Hallo, ich bin neu hier und habe ein paar Fragen.

Ich erhalte seit einer Weile Spam-Mails welche die Bitte enthalten irgendwelche Website´s zu besuchen und der jeweiligen Frau kostenlos eine SMS zu schicken. Da man täglich über Internetbetrug liest und hört hab ich mir vorher mal die AGB´s durchgelesen. Und die kostenlose SMS ist mit 2 Euro dann doch etwas teuer. Meine Frage hört sich vlt Naiv an, aber wenn mir ein Mitarbeiter einer Firma einen Dienst als kostenlos anpreist, ich für diesen aber dann 2 Euro bezahlen muss ist das nicht Betrug?

Kann ich solche Firmen anzeigen auch ohne das ich Schaden davongetragen habe? (Betrugsversuch)

Bringt das was?

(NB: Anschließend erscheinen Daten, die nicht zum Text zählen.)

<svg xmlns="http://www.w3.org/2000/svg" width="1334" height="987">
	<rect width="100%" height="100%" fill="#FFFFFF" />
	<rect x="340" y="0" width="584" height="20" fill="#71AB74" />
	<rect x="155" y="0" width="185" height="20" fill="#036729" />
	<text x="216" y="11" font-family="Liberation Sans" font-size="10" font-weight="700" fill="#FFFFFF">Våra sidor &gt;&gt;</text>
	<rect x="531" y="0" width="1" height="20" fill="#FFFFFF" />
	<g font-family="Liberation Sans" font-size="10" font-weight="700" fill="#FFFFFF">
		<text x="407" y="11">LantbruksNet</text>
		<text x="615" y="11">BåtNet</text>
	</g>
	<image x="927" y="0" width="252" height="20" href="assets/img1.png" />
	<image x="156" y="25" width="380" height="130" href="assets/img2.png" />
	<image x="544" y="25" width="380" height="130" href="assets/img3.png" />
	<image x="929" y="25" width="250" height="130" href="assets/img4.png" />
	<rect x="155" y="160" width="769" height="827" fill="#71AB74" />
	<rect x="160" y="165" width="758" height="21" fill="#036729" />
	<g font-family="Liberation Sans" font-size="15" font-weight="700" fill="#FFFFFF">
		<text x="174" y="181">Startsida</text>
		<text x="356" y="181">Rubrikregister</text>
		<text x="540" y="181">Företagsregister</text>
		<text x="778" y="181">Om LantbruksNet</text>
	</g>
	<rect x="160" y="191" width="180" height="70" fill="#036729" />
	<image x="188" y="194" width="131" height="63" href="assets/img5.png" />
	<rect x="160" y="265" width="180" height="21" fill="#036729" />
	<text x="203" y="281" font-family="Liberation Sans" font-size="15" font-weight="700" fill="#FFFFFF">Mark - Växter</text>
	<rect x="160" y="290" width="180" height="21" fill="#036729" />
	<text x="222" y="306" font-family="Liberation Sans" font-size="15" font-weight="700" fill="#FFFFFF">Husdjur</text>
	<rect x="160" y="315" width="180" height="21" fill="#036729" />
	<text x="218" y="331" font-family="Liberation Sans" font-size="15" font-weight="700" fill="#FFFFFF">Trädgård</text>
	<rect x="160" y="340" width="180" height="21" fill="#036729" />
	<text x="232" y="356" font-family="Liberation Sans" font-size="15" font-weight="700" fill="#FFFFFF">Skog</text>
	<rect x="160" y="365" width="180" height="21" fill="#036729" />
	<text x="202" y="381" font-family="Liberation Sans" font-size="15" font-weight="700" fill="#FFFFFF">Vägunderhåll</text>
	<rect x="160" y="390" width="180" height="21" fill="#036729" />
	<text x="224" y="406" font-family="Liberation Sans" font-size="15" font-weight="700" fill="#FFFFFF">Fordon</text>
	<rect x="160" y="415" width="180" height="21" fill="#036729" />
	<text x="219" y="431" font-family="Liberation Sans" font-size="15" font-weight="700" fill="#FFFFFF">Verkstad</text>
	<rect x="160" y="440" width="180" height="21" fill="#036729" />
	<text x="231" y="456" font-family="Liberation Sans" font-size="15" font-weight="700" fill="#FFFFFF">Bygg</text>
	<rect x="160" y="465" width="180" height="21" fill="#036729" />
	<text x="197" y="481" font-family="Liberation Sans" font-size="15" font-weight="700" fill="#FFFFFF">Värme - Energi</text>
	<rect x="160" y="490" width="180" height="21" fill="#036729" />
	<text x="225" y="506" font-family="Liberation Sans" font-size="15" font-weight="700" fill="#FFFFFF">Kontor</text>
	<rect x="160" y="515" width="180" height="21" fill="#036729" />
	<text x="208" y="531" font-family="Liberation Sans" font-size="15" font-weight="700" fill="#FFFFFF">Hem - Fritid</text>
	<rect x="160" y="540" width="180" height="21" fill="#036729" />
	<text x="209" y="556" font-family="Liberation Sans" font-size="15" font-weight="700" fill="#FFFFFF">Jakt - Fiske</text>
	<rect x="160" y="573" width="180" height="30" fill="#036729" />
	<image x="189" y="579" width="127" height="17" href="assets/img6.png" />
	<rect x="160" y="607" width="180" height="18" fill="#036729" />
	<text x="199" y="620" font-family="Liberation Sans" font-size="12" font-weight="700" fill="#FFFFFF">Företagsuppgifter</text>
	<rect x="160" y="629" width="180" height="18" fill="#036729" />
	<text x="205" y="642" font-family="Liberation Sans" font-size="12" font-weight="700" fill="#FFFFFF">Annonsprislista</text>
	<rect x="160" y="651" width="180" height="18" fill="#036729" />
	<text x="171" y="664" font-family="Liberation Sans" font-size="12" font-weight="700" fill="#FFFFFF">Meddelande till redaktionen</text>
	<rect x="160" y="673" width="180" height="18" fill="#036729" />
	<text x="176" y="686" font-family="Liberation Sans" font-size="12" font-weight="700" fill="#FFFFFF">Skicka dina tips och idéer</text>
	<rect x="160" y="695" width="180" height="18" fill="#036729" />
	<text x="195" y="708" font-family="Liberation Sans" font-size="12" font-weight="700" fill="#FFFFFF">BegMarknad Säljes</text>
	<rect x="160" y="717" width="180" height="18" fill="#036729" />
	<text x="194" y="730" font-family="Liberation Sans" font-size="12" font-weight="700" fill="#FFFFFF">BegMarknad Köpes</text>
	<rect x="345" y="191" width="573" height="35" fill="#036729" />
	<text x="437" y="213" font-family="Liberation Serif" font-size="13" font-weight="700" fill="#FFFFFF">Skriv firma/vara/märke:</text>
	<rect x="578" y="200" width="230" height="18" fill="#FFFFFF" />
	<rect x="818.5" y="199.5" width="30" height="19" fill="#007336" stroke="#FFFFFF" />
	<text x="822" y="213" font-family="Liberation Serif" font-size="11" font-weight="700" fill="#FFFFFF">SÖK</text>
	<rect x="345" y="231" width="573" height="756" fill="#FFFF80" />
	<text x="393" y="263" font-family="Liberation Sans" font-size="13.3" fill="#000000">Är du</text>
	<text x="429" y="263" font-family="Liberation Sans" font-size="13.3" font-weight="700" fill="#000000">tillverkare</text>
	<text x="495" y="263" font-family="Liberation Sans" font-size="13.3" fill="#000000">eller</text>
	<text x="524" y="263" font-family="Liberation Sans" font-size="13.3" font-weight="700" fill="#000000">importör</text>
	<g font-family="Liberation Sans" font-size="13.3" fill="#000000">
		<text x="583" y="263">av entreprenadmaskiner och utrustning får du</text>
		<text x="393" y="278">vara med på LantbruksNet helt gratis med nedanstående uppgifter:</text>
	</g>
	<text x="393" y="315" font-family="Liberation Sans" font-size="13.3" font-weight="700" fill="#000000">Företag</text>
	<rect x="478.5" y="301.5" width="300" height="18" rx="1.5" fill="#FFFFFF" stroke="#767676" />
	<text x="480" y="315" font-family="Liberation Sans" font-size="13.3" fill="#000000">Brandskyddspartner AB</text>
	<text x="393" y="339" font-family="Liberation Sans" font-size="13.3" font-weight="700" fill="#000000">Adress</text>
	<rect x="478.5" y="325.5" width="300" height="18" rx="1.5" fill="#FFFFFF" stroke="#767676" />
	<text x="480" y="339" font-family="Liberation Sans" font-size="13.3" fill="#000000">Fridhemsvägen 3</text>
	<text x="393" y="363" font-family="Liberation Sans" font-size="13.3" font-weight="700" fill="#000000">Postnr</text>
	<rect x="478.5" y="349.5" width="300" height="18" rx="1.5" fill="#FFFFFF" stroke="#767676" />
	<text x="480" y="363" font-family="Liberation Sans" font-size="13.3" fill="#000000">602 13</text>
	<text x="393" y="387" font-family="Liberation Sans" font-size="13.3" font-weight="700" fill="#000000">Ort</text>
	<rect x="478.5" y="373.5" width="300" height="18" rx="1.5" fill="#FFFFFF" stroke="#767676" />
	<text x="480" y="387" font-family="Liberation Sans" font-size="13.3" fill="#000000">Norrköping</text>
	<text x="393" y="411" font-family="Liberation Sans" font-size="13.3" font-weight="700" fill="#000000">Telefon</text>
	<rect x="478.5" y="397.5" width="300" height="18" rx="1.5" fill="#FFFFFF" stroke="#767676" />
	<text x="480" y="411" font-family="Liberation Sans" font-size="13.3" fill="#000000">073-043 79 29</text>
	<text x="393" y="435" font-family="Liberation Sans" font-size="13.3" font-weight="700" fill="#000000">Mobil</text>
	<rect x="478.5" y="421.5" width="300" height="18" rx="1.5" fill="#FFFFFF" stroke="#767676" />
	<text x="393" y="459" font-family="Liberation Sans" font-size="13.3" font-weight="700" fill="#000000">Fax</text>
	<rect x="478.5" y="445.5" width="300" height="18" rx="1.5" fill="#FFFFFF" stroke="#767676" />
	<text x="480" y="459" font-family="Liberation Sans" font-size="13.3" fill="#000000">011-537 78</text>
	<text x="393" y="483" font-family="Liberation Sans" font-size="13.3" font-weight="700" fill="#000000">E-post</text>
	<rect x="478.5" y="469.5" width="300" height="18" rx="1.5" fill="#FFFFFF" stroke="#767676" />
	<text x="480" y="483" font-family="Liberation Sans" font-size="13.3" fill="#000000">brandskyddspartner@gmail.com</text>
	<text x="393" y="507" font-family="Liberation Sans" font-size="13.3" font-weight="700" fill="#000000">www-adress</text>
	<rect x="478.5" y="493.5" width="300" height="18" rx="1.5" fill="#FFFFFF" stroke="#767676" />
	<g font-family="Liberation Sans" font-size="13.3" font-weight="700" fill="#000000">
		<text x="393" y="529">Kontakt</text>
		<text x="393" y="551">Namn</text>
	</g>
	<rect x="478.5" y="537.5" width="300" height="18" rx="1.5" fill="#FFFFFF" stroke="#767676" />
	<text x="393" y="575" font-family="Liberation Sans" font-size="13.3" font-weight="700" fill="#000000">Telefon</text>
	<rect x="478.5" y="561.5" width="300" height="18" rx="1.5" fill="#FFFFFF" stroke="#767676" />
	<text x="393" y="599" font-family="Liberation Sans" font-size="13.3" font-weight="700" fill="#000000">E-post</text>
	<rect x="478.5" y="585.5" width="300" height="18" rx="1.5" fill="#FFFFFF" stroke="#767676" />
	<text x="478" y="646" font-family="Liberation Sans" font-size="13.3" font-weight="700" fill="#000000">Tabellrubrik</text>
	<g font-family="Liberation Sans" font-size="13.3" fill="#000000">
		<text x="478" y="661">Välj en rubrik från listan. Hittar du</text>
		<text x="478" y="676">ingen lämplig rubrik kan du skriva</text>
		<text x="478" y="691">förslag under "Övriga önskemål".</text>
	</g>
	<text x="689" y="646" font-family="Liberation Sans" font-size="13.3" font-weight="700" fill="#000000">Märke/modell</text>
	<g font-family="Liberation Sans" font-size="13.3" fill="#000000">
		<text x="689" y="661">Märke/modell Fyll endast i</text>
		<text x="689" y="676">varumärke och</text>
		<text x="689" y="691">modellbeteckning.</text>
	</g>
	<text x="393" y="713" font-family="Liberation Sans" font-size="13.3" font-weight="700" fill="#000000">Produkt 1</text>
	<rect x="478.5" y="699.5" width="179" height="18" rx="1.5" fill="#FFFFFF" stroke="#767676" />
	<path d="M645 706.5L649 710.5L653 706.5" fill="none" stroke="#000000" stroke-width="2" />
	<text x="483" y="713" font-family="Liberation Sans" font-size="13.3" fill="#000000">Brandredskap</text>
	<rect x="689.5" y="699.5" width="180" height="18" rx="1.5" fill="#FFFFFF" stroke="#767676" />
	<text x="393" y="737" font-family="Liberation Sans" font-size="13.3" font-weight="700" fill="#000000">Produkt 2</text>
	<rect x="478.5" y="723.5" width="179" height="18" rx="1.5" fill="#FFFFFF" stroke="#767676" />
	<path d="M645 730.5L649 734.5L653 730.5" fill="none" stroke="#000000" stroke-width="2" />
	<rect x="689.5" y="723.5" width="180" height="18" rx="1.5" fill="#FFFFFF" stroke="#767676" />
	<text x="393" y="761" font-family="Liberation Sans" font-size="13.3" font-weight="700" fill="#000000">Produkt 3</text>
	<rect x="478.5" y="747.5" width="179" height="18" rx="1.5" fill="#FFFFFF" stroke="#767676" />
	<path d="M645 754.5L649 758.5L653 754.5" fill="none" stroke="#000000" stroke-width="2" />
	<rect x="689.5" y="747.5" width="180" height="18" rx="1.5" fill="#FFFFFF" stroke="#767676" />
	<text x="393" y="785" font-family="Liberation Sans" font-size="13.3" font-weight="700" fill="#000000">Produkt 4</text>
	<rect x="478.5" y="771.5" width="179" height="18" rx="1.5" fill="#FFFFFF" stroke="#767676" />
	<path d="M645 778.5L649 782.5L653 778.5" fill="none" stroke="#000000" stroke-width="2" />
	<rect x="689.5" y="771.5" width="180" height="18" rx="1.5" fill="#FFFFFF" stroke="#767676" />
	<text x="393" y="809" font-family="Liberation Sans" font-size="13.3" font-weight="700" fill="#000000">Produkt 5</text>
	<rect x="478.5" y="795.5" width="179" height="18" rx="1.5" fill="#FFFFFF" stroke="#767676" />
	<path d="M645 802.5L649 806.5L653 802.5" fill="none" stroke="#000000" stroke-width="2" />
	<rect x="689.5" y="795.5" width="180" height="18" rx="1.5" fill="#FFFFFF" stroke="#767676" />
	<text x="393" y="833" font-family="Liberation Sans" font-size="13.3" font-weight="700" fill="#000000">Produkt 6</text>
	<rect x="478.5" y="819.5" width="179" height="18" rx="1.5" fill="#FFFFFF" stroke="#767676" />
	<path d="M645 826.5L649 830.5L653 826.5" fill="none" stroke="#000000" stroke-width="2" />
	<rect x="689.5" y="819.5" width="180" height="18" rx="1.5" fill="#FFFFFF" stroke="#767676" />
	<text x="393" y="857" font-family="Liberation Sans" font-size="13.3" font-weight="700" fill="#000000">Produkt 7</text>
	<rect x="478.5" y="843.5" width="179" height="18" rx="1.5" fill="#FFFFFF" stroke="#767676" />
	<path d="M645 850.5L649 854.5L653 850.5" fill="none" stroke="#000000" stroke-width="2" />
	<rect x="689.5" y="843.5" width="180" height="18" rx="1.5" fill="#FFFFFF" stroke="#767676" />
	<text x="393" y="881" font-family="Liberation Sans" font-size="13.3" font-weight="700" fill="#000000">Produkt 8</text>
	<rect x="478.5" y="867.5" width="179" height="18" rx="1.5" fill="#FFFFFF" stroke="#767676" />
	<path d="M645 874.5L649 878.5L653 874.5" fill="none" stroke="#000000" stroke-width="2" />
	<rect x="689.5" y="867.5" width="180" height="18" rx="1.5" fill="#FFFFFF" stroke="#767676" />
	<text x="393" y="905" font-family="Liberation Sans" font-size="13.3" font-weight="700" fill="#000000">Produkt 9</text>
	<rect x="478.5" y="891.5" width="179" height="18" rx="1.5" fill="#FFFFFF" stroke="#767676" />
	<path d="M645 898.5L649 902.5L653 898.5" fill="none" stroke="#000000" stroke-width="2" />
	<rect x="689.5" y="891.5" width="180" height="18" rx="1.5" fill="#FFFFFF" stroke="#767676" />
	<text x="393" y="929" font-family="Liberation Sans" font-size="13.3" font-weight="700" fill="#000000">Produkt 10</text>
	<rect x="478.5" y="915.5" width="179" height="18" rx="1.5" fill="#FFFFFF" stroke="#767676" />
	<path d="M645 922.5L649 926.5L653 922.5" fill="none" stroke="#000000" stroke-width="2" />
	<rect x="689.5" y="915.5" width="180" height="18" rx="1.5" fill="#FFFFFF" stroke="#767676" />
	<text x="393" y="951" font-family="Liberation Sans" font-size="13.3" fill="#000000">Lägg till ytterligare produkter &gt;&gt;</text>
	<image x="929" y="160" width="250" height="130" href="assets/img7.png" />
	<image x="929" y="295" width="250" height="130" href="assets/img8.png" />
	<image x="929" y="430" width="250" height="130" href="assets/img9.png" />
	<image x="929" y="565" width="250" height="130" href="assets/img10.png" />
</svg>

Die werden sich bestimmt irgendwie abgesichert haben, also was ist ihr Trick?

Ich bin bereit viel Zeit in das ganze zu investieren, hab aber keine Ahnung was ich genau machen kann. Mir fehlt einfach das Wissen, aber ich hoffe ihr helft mir.

--Clythoss


----------



## Heiko (4 Juli 2007)

*AW: SMS als kostenlos angepriesen, Betrug?*

Klar kannst Du Anzeige erstatten. Ich würde sogar dazu raten. Zumindest schadets nichts, wenns auch nicht unbedingt viel bringen muß.


----------



## Clythoss (4 Juli 2007)

*AW: SMS als kostenlos angepriesen, Betrug?*

Erst mal danke für die schnelle Antwort.

Ich hatte mir halt gedacht, wenn ichs mache, dann richtig. Daher würd ich gern wissen wie die sich gewöhnlich absichern. Die Formulierung der Mail ist es jedenfalls nicht. Der Text : "Wenn du Interesse hast dann kannst du mir ja kostenlos von dort aus eine SMS schreiben" ist ziemlich eindeutig.

Ich denk mir halt wenn die so offen Betrug praktizieren müssten die doch längst wieder Weg vom Fenster sein. Da sie das nicht sind haben sie offenbar einen Trick, um diese Betrugsmails zu entkräften. Aber welcher ist das?

Sagen die "Die Mail kann ja jeder geschrieben haben"? Würde bedeuten das ich das vorher nachweisen müsste.


----------



## Fallbeil (4 Juli 2007)

*AW: SMS als kostenlos angepriesen, Betrug?*

Schickst Du mit bitte mal ein oder zwei SMS per PN? Danke.


----------



## Clythoss (5 Juli 2007)

*AW: SMS als kostenlos angepriesen, Betrug?*

Der Spam kam nicht per SMS sondern per Mail. Also Email. Ich habs trotzdem mal geschickt. Hab mich vlt nicht klar genug ausgedrückt.


----------